§ TASK PROMPT: Filter this data down to the lines that hold "Mibu", and copy them.

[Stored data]

:::

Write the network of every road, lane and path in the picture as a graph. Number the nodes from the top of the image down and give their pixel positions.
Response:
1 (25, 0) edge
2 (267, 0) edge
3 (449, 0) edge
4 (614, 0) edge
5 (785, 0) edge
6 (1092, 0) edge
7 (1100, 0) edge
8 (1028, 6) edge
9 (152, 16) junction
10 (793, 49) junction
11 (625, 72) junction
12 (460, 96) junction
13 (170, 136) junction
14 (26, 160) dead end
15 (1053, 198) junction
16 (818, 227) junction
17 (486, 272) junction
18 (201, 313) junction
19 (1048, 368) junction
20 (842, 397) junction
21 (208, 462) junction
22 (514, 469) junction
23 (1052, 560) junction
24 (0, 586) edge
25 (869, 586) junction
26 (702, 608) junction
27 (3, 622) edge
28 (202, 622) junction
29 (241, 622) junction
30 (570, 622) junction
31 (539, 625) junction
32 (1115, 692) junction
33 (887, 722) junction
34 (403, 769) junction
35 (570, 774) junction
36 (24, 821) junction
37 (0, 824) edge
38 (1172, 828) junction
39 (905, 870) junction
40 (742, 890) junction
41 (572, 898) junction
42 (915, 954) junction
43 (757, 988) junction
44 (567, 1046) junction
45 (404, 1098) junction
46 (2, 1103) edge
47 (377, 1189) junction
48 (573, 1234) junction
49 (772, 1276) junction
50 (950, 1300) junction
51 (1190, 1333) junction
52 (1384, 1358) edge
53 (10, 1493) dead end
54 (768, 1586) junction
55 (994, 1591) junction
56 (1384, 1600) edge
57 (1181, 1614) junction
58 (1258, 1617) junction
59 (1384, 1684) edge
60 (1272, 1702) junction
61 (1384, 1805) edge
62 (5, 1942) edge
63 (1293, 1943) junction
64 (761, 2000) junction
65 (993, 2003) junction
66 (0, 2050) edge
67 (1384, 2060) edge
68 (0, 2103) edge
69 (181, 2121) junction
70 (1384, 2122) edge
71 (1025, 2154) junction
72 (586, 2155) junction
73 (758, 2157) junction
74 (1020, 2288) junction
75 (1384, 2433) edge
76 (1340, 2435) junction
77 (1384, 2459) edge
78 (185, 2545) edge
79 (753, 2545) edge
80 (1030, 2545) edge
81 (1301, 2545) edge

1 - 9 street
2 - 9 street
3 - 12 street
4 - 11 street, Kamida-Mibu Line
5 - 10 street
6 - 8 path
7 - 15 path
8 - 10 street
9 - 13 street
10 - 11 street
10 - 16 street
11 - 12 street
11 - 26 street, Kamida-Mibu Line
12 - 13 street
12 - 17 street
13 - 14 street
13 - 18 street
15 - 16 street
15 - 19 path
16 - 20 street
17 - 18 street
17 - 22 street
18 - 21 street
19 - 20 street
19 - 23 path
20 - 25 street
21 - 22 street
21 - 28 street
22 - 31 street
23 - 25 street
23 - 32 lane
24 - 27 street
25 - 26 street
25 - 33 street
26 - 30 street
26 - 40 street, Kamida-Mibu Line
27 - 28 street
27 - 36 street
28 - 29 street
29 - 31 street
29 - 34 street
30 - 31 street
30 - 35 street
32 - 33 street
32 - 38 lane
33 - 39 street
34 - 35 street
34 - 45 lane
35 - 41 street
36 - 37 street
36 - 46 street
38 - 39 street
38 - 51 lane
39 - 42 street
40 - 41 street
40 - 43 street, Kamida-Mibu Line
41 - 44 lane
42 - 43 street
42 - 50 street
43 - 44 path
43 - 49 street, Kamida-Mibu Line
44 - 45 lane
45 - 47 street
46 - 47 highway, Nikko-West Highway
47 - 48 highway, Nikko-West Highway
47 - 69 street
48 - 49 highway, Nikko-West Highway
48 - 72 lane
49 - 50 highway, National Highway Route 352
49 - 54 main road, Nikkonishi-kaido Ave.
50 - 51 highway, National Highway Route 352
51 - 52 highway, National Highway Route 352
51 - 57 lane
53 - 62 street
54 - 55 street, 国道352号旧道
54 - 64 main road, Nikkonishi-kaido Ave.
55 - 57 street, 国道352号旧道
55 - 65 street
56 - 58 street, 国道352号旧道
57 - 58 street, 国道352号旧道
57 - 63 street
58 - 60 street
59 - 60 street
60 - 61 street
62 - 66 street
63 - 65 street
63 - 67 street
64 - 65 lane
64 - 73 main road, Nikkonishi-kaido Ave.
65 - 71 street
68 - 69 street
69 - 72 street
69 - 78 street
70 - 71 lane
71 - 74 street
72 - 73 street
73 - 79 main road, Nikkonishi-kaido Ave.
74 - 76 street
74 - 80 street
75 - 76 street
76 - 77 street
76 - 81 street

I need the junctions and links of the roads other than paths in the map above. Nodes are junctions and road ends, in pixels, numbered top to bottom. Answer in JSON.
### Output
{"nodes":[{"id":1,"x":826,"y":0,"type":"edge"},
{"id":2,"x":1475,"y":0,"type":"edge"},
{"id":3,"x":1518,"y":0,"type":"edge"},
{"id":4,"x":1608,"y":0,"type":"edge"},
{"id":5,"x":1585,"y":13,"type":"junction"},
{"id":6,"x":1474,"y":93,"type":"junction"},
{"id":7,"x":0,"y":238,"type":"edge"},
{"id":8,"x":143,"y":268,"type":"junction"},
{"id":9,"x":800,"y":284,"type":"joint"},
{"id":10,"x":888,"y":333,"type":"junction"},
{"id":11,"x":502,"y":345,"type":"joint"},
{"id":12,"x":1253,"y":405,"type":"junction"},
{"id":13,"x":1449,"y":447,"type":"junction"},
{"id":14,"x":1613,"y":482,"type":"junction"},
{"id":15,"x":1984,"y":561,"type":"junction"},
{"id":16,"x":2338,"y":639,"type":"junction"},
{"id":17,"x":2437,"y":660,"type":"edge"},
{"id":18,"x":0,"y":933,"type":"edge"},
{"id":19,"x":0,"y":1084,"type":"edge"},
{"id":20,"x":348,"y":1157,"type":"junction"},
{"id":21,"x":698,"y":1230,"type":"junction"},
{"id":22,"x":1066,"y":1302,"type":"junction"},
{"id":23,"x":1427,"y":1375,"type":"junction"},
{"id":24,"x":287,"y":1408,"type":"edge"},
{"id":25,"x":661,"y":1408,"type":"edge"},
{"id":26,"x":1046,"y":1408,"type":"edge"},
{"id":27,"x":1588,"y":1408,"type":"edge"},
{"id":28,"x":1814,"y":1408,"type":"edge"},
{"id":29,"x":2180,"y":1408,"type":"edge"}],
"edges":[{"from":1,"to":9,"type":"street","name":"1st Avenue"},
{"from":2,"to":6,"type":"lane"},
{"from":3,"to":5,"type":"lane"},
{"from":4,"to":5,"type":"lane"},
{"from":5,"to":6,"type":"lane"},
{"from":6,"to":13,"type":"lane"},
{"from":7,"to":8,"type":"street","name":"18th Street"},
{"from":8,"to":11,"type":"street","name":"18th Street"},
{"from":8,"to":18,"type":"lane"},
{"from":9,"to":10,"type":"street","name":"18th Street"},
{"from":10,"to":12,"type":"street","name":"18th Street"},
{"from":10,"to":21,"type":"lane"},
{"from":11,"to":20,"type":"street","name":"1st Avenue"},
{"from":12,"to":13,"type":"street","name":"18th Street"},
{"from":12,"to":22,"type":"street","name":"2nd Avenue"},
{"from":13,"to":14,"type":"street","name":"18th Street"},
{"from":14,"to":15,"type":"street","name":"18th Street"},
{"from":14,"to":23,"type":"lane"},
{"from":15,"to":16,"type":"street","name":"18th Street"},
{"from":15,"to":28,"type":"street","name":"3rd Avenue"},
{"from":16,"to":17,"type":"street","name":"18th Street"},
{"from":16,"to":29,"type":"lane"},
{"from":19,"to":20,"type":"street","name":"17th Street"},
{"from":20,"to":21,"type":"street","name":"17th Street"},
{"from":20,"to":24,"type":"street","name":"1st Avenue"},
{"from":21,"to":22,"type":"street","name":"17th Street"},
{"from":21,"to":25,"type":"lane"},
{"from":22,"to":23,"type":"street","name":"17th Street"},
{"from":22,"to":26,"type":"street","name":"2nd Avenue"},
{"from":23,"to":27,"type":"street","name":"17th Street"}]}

:::

§ TASK RESPONSE:
4 - 11 street, Kamida-Mibu Line
11 - 26 street, Kamida-Mibu Line
26 - 40 street, Kamida-Mibu Line
40 - 43 street, Kamida-Mibu Line
43 - 49 street, Kamida-Mibu Line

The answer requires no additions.